Earth Date: 14th of August 1939 CE
Location: Locker Room, Soul Sphere, Earth

Maddock slammed the door to his locker as he had done for what seemed like months to him. However, they tell him that six years had actually passed topside.

Apparently, time in the Soul Sphere worked differently. Months down here turn into years for everyone else in the real world. It’s a good thing he did not have any family or friends up there. Come to think of it, maybe that was one of the reasons they drafted him. No ties.

So after months since joining these assholes, he had hoped that by now he would have cracked some heads or something. Instead, the days were filled with endless schooling about lost souls, poltergeists, demons, imps, ghouls, pookas, possessions, and other strange s*** he would prefer not to hear about.

Looking up, he wondered what things were like beyond the seashell ceiling. What was it like now in 1939?

He had been trapped down in the Soul Sphere too long-- he needed to stretch his legs out in the real world... the city, smell the air, bust some heads, and get some lady action. Enough was enough.

As he mulled those thoughts over, he turned around to see Wolfe standing at the doorway wearing a smug expression. Maddock felt like pasting him right there.

“You know what day it is?” Wolfe said.

Maddock squinted, caught off-guard by the question.

“I don’t even know if it’s day or night pal,” Maddock said. “How the hell am I supposed to know what day it is?”

Wolfe pulled something out of his pocket and dangled it in front of him-- it was a wristwatch.

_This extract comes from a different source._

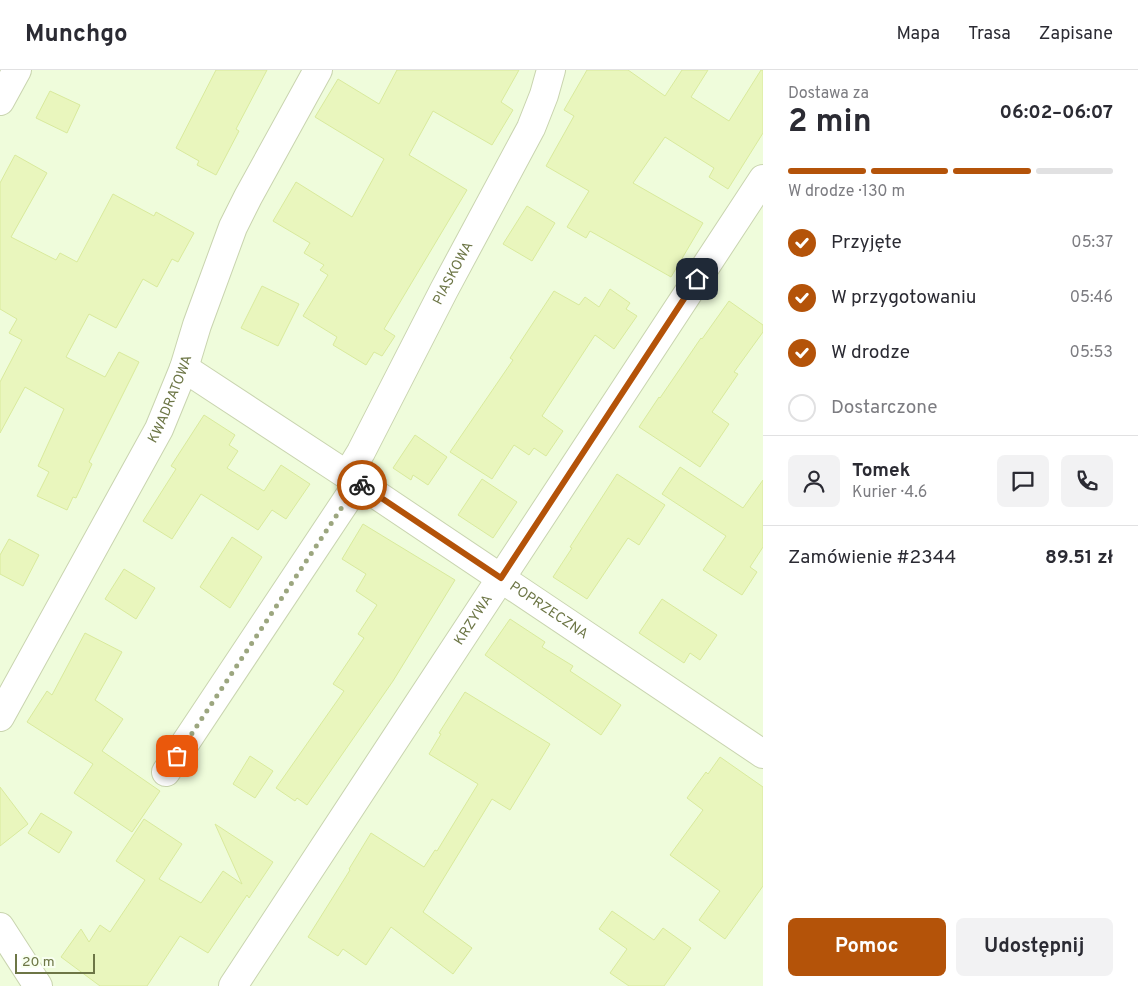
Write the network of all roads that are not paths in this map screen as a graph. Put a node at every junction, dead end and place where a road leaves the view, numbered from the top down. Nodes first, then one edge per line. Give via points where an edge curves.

“It’s your lucky day,” Wolfe said. “You ready to wear this?”

Maddock’s fuming stopped.

The wristwatch was a symbol, signifying the rank and position of a Census Enforcer. Finally...

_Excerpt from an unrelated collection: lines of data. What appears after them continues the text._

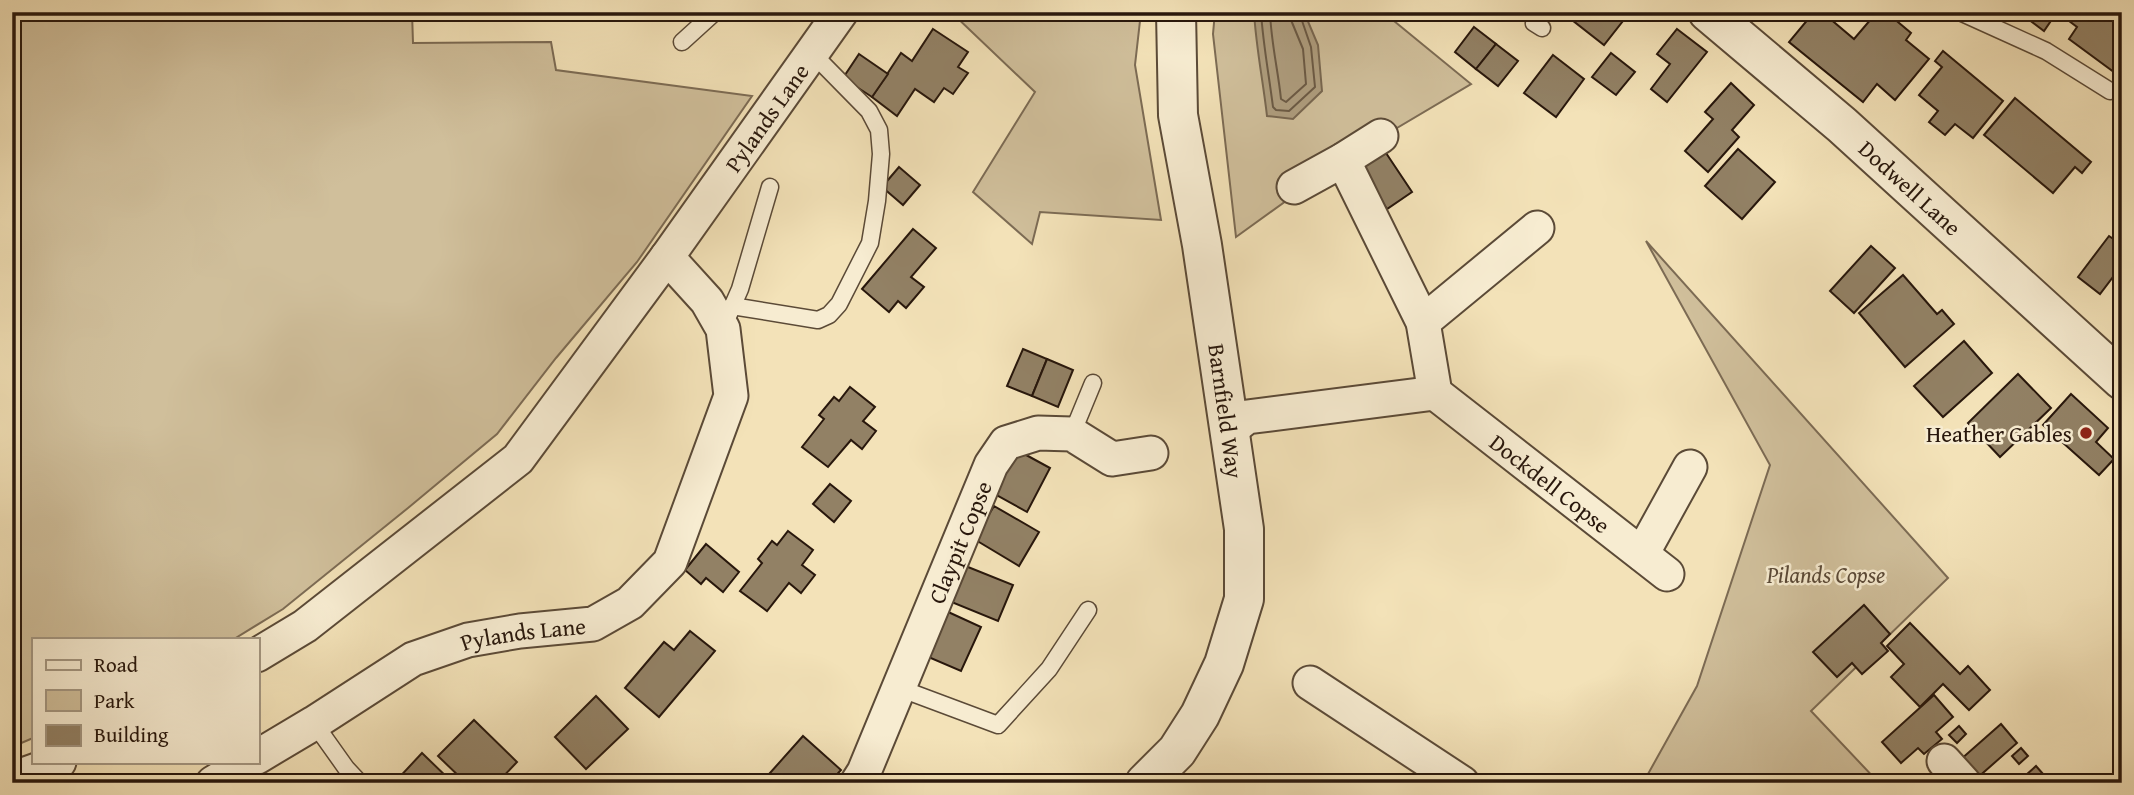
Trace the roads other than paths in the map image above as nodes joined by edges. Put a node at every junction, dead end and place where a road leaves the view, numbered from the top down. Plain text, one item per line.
1 (715, 12) edge
2 (841, 12) edge
3 (1176, 12) edge
4 (1709, 12) edge
5 (1960, 12) edge
6 (682, 43) dead end
7 (812, 53) junction
8 (2110, 91) dead end
9 (1381, 136) dead end
10 (1343, 160) junction
11 (770, 187) dead end
12 (1294, 187) dead end
13 (1537, 228) dead end
14 (667, 257) junction
15 (728, 318) junction
16 (1423, 322) junction
17 (2118, 366) edge
18 (1093, 383) dead end
19 (1435, 393) junction
20 (1229, 431) junction
21 (1072, 434) junction
22 (1151, 453) dead end
23 (1690, 467) dead end
24 (1088, 610) dead end
25 (259, 654) edge
26 (1310, 683) dead end
27 (899, 688) junction
28 (314, 723) junction
29 (259, 756) edge
30 (53, 764) edge
31 (245, 764) edge
32 (12, 779) edge
33 (213, 783) edge
34 (360, 783) edge
35 (856, 783) edge
36 (1144, 783) edge
37 (1462, 783) edge

1 - 6 lane
2 - 7 street, Pylands Lane
3 - 20 street, Barnfield Way
4 - 17 street, Dodwell Lane
5 - 8 lane
7 - 14 street, Pylands Lane
7 - 15 lane
9 - 10 street
10 - 12 street
10 - 16 street
11 - 15 lane
13 - 16 street
14 - 15 street, Pylands Lane
14 - 25 street, Pylands Lane
15 - 28 street, Pylands Lane
16 - 19 street
18 - 21 lane
19 - 20 street
19 - 23 street, Dockdell Copse
20 - 36 street, Barnfield Way
21 - 22 street
21 - 27 street, Claypit Copse
24 - 27 lane
26 - 37 street
27 - 35 street, Claypit Copse
28 - 29 street, Pylands Lane
28 - 34 lane
30 - 32 street
31 - 33 street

He walked over and snatched it from him.

“No more schooling?” he said as he strapped it on.

Wolfe shook his head with a smile.

“On-the-job schooling from here on in,” Wolfe said. “The way you like it.”

“It’s about damn time,” Maddock said.

“Yes,” Wolfe said. “It is about damn time. Normally this takes a few weeks, but with you...”

Maddock stopped strapping his watch on and felt himself tense up. Another word from this wanker and he was going to be wearing this watch around his throat.

“Don’t bother putting the watch on just yet,” Wolfe said. “We have one more thing to do, then it’s official. Let’s go.”

Wolfe led him out into the main chamber, and then down a narrow passageway. Maddock noted that he seldom saw any of the suits walk through this way.

They reached the end of the passage and came upon a wall where two guards stood.

One of the men was of average height and build, wearing military-style brown fatigues, but was absent any kind rank insignia. He carried a bulky-looking rifle and a tight-fitting helmet that covered his face with a dark visor.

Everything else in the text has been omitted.